From the entries below, copy every line where the string "시청공원로" appears.

*** Opening of Data excerpts ***

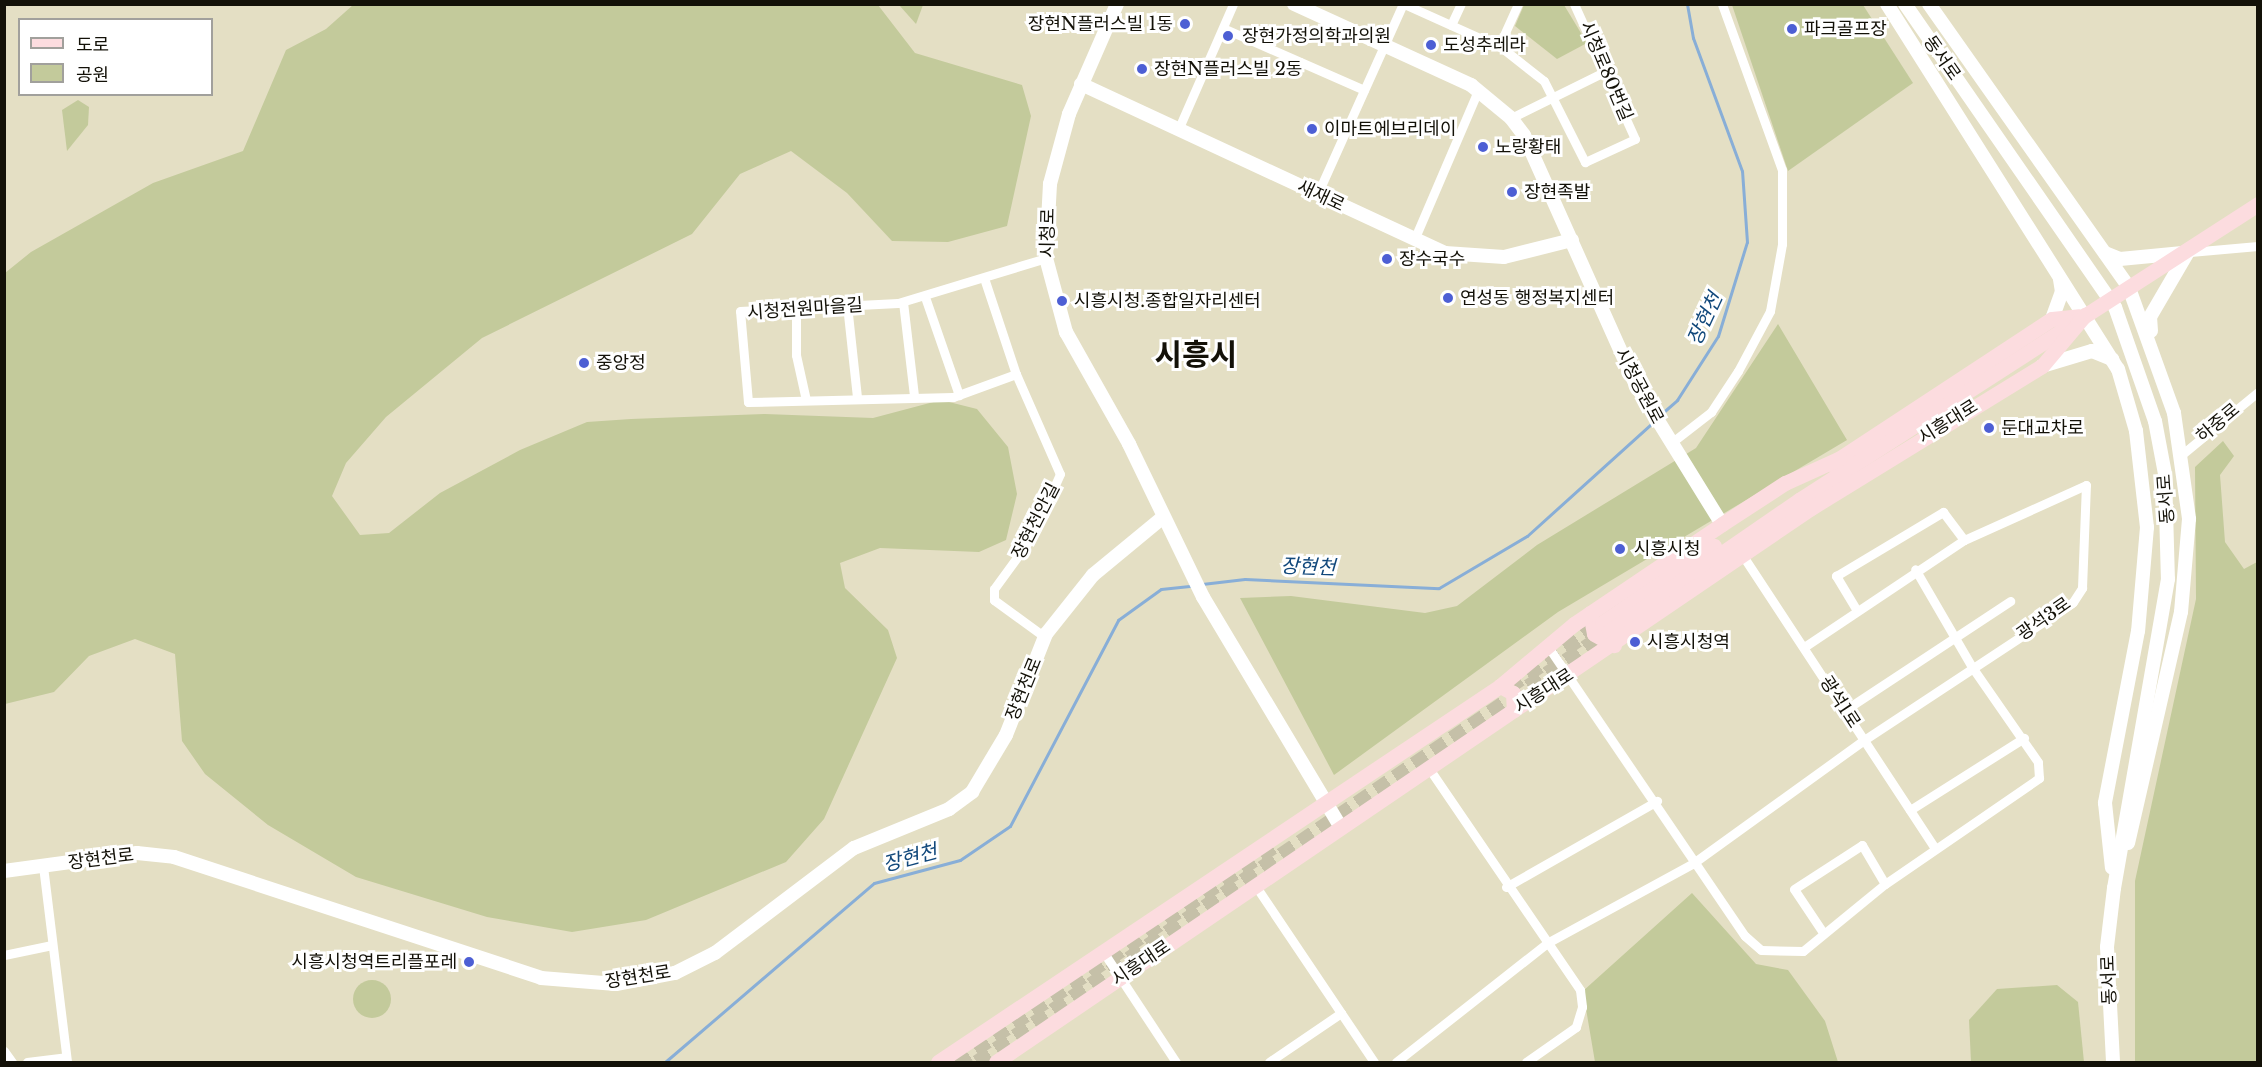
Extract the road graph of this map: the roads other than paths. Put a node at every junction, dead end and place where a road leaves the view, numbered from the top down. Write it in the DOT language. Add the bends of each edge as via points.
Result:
graph roads {
  1 [pos="1118,4"];
  2 [pos="1233,4"];
  3 [pos="1294,4"];
  4 [pos="1403,4"];
  5 [pos="1461,4"];
  6 [pos="1518,4"];
  7 [pos="1574,4"];
  8 [pos="1722,4"];
  9 [pos="1887,4"];
  10 [pos="1905,4"];
  11 [pos="1929,4"];
  12 [pos="1451,25"];
  13 [pos="1223,28"];
  14 [pos="1384,46"];
  15 [pos="1499,46"];
  16 [pos="1606,71"];
  17 [pos="1081,84"];
  18 [pos="1364,90"];
  19 [pos="1478,91"];
  20 [pos="1552,95"];
  21 [pos="1510,118"];
  22 [pos="1178,130"];
  23 [pos="1317,195"];
  24 [pos="2258,204"];
  25 [pos="1414,240"];
  26 [pos="1572,240"];
  27 [pos="2258,246"];
  28 [pos="2188,252"];
  29 [pos="2105,253"];
  30 [pos="1046,258"];
  31 [pos="2059,274"];
  32 [pos="984,278"];
  33 [pos="2129,288"];
  34 [pos="925,297"];
  35 [pos="903,302"];
  36 [pos="847,306"];
  37 [pos="796,308"];
  38 [pos="2085,315"];
  39 [pos="2052,319"];
  40 [pos="2152,345"];
  41 [pos="2112,359"];
  42 [pos="2042,366"];
  43 [pos="1017,374"];
  44 [pos="2258,392"];
  45 [pos="914,395"];
  46 [pos="959,395"];
  47 [pos="857,397"];
  48 [pos="806,400"];
  49 [pos="1668,438"];
  50 [pos="2180,456"];
  51 [pos="1840,458"];
  52 [pos="1162,518"];
  53 [pos="1722,524"];
  54 [pos="1964,540"];
  55 [pos="1743,556"];
  56 [pos="1915,569"];
  57 [pos="2010,601"];
  58 [pos="1856,609"];
  59 [pos="1604,628"];
  60 [pos="1045,637"];
  61 [pos="1956,638"];
  62 [pos="1804,647"];
  63 [pos="1549,648"];
  64 [pos="1972,667"];
  65 [pos="1568,676"];
  66 [pos="1500,686"];
  67 [pos="1845,710"];
  68 [pos="1514,711"];
  69 [pos="2024,738"];
  70 [pos="1864,740"];
  71 [pos="1428,767"];
  72 [pos="1323,801"];
  73 [pos="1657,801"];
  74 [pos="1910,810"];
  75 [pos="1340,826"];
  76 [pos="1935,848"];
  77 [pos="1692,864"];
  78 [pos="43,866"];
  79 [pos="4,871"];
  80 [pos="1885,884"];
  81 [pos="1255,885"];
  82 [pos="1506,887"];
  83 [pos="2114,888"];
  84 [pos="1822,931"];
  85 [pos="1547,942"];
  86 [pos="52,945"];
  87 [pos="1104,953"];
  88 [pos="4,955"];
  89 [pos="1119,978"];
  90 [pos="1341,1012"];
  91 [pos="4,1051"];
  92 [pos="67,1060"];
  93 [pos="12,1062"];
  94 [pos="27,1062"];
  95 [pos="938,1062"];
  96 [pos="996,1062"];
  97 [pos="1176,1062"];
  98 [pos="1269,1062"];
  99 [pos="1374,1062"];
  100 [pos="1396,1062"];
  101 [pos="1526,1062"];
  102 [pos="2113,1062"];
  1 -- 17 [label="street, 시청로"];
  2 -- 13 [label="street"];
  3 -- 14 [label="street, 시청공원로"];
  4 -- 12 [label="street"];
  4 -- 14 [label="street"];
  5 -- 12 [label="street"];
  6 -- 15 [label="street"];
  7 -- 16 [label="street, 시청로80번길"];
  8 -- 49 [label="street" via="1782,170 1782,244 1770,311 1738,371 1711,412"];
  9 -- 31 [label="street"];
  10 -- 83 [label="street, 동서로" via="2115,307 2149,397 2165,474 2168,579"];
  11 -- 29 [label="street"];
  12 -- 15 [label="street"];
  13 -- 18 [label="street"];
  13 -- 22 [label="street"];
  14 -- 18 [label="street"];
  14 -- 19 [label="street, 시청공원로"];
  15 -- 20 [label="street" via="1544,81"];
  16 -- 20 [label="street"];
  16 -- 20 [label="street, 시청로80번길" via="1635,139 1585,162"];
  17 -- 22 [label="street, 새재로"];
  17 -- 30 [label="street, 시청로" via="1050,184"];
  18 -- 23 [label="street"];
  19 -- 21 [label="street, 시청공원로"];
  19 -- 25 [label="street"];
  20 -- 21 [label="street"];
  21 -- 26 [label="street, 시청공원로" via="1524,135"];
  22 -- 23 [label="street, 새재로"];
  23 -- 25 [label="street, 새재로"];
  24 -- 28 [label="main road, 시흥대로"];
  25 -- 26 [label="street, 새재로" via="1445,253 1504,256"];
  26 -- 49 [label="street, 시청공원로" via="1636,385"];
  27 -- 28 [label="street"];
  28 -- 29 [label="street" via="2120,259"];
  28 -- 33 [label="main road, 시흥대로"];
  28 -- 40 [label="street" via="2150,317"];
  29 -- 33 [label="street"];
  30 -- 32 [label="street, 시청전원마을길"];
  30 -- 52 [label="street, 시청로" via="1066,332 1129,444"];
  31 -- 38 [label="street"];
  31 -- 39 [label="street" via="2062,292"];
  32 -- 34 [label="street, 시청전원마을길"];
  32 -- 43 [label="street, 장현천안길"];
  33 -- 38 [label="main road, 시흥대로"];
  33 -- 40 [label="street"];
  34 -- 35 [label="street, 시청전원마을길"];
  34 -- 46 [label="street"];
  35 -- 36 [label="street, 시청전원마을길"];
  35 -- 45 [label="street"];
  36 -- 37 [label="street, 시청전원마을길"];
  36 -- 47 [label="street"];
  37 -- 48 [label="street" via="796,356"];
  37 -- 48 [label="street, 시청전원마을길" via="740,312 740,351 748,402"];
  38 -- 39 [label="main road, 시흥대로"];
  38 -- 41 [label="street"];
  38 -- 42 [label="main road, 시흥대로"];
  38 -- 59 [label="main road, 시흥대로"];
  39 -- 51 [label="main road, 시흥대로"];
  40 -- 50 [label="street" via="2174,413"];
  41 -- 42 [label="street" via="2092,351"];
  41 -- 83 [label="street" via="2136,431 2147,527 2138,631 2105,803"];
  42 -- 55 [label="main road, 시흥대로"];
  43 -- 46 [label="street, 시청전원마을길"];
  43 -- 60 [label="street, 장현천안길" via="1060,474 1031,537 994,589 994,600"];
  44 -- 50 [label="street, 하중로"];
  45 -- 46 [label="street, 시청전원마을길"];
  45 -- 47 [label="street, 시청전원마을길"];
  47 -- 48 [label="street, 시청전원마을길"];
  49 -- 53 [label="street, 시청공원로"];
  50 -- 83 [label="street" via="2189,519 2181,612 2140,805"];
  51 -- 53 [label="main road, 시흥대로" via="1785,483"];
  51 -- 59 [label="main road, 시흥대로"];
  52 -- 60 [label="street, 장현천로" via="1093,575"];
  52 -- 72 [label="street, 시청로" via="1203,597"];
  53 -- 59 [label="main road, 시흥대로"];
  54 -- 56 [label="street"];
  54 -- 58 [label="street" via="1943,512 1836,576"];
  54 -- 64 [label="street, 광석3로" via="2086,485 2082,588 2073,602"];
  55 -- 59 [label="main road, 시흥대로"];
  55 -- 62 [label="street, 광석1로"];
  56 -- 58 [label="street"];
  56 -- 61 [label="street"];
  57 -- 61 [label="street"];
  58 -- 62 [label="street"];
  59 -- 63 [label="main road, 시흥대로"];
  59 -- 65 [label="main road, 시흥대로"];
  60 -- 78 [label="street, 장현천로" via="1005,735 972,792 949,809 854,848 715,953 656,978 584,984 541,978 174,857 136,853"];
  61 -- 64 [label="street"];
  61 -- 67 [label="street"];
  62 -- 67 [label="street, 광석1로"];
  63 -- 65 [label="street"];
  63 -- 66 [label="main road, 시흥대로"];
  64 -- 69 [label="street"];
  64 -- 70 [label="street, 광석3로"];
  65 -- 68 [label="main road, 시흥대로"];
  65 -- 73 [label="street"];
  66 -- 68 [label="main road" via="1513,693"];
  66 -- 72 [label="main road, 시흥대로"];
  67 -- 70 [label="street, 광석1로"];
  68 -- 71 [label="main road, 시흥대로"];
  69 -- 74 [label="street"];
  69 -- 76 [label="street" via="2038,762 2039,778"];
  70 -- 74 [label="street, 광석1로"];
  70 -- 77 [label="street, 광석3로"];
  71 -- 75 [label="main road, 시흥대로"];
  71 -- 82 [label="street"];
  72 -- 75 [label="street, 시청로"];
  72 -- 87 [label="main road, 시흥대로"];
  73 -- 77 [label="street"];
  73 -- 82 [label="street"];
  74 -- 76 [label="street, 광석1로"];
  75 -- 81 [label="main road, 시흥대로"];
  76 -- 80 [label="street"];
  77 -- 84 [label="street" via="1761,950 1803,951"];
  77 -- 85 [label="street, 광석3로"];
  78 -- 79 [label="street, 장현천로"];
  78 -- 86 [label="street"];
  80 -- 84 [label="street"];
  80 -- 84 [label="street" via="1862,845 1794,889"];
  81 -- 89 [label="main road, 시흥대로"];
  81 -- 90 [label="street"];
  82 -- 85 [label="street"];
  83 -- 102 [label="street, 동서로" via="2107,947"];
  85 -- 100 [label="street, 광석3로"];
  85 -- 101 [label="street" via="1580,990 1582,1007 1576,1027"];
  86 -- 88 [label="street"];
  86 -- 92 [label="street"];
  87 -- 89 [label="street"];
  87 -- 95 [label="main road, 시흥대로"];
  89 -- 96 [label="main road, 시흥대로"];
  89 -- 97 [label="street"];
  90 -- 98 [label="street"];
  90 -- 99 [label="street"];
  91 -- 93 [label="street"];
  92 -- 94 [label="street"];
}
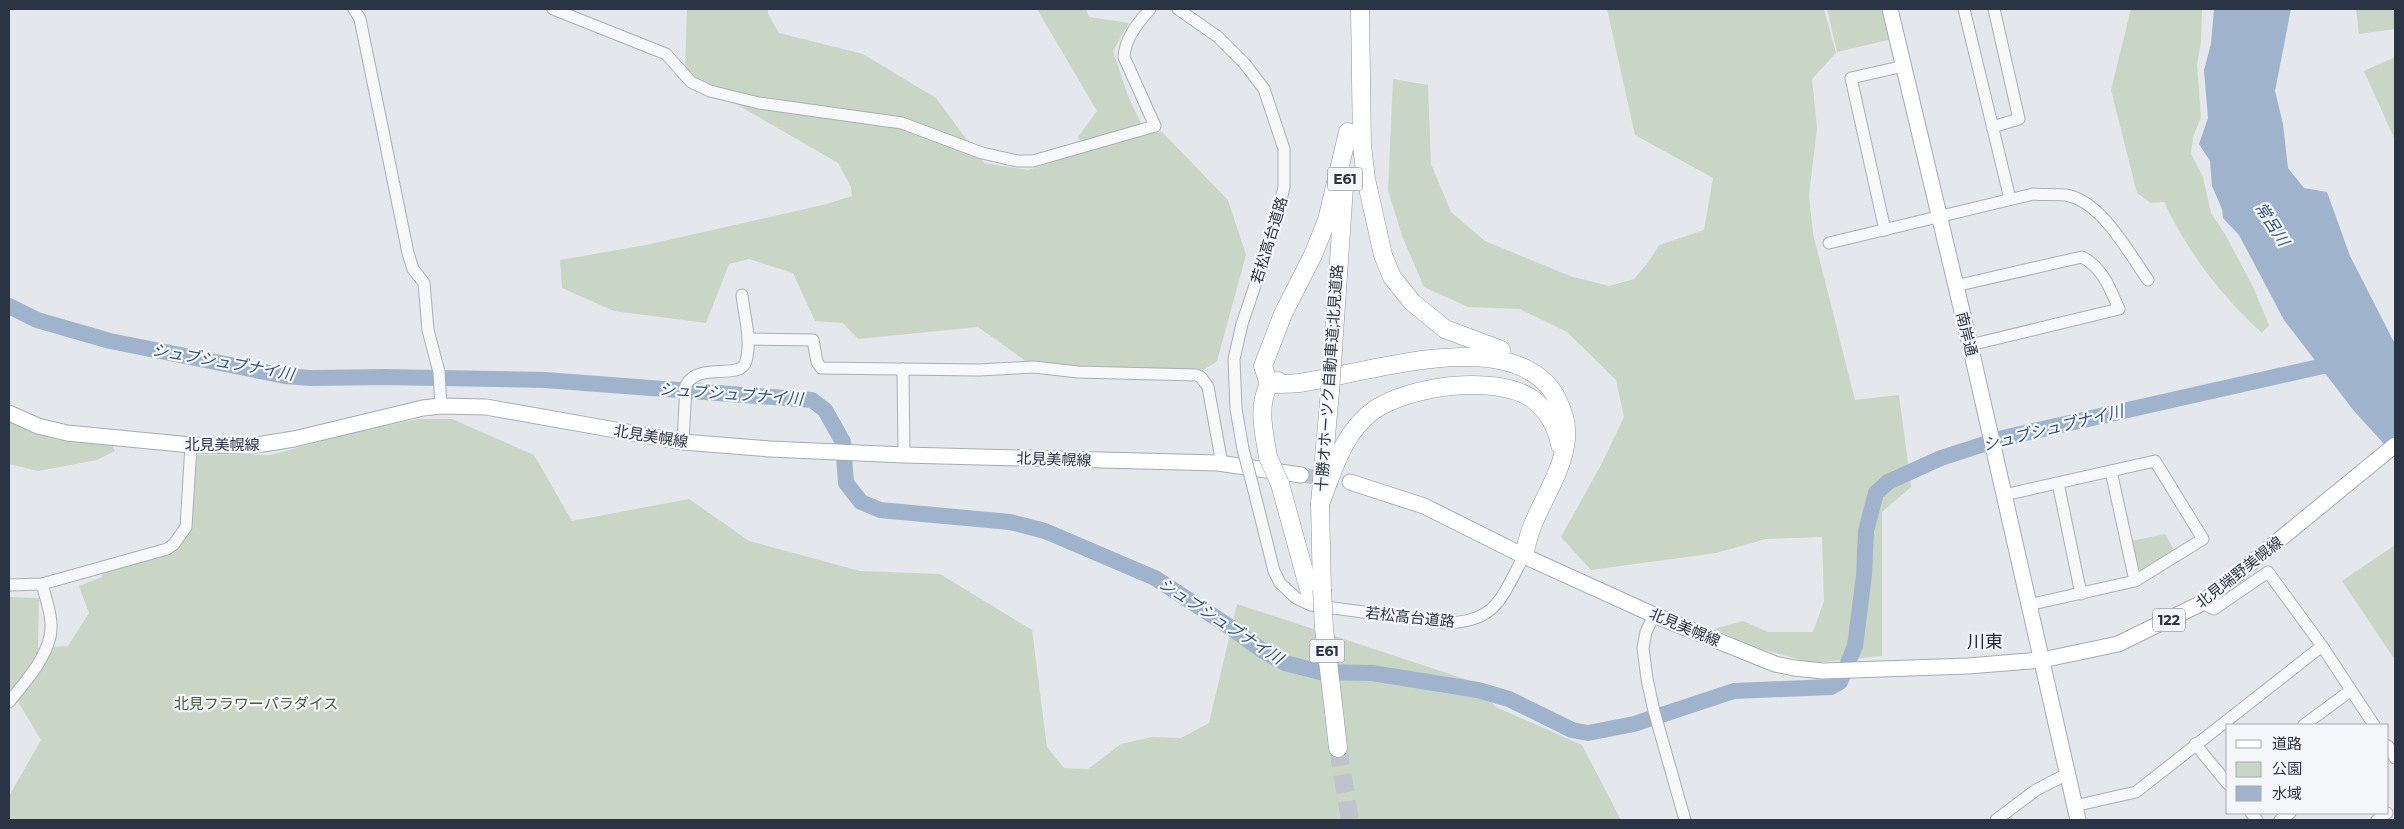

*** Close of Data excerpts ***

▶ [Task result]:
  3 -- 14 [label="street, 시청공원로"];
  14 -- 19 [label="street, 시청공원로"];
  19 -- 21 [label="street, 시청공원로"];
  21 -- 26 [label="street, 시청공원로" via="1524,135"];
  26 -- 49 [label="street, 시청공원로" via="1636,385"];
  49 -- 53 [label="street, 시청공원로"];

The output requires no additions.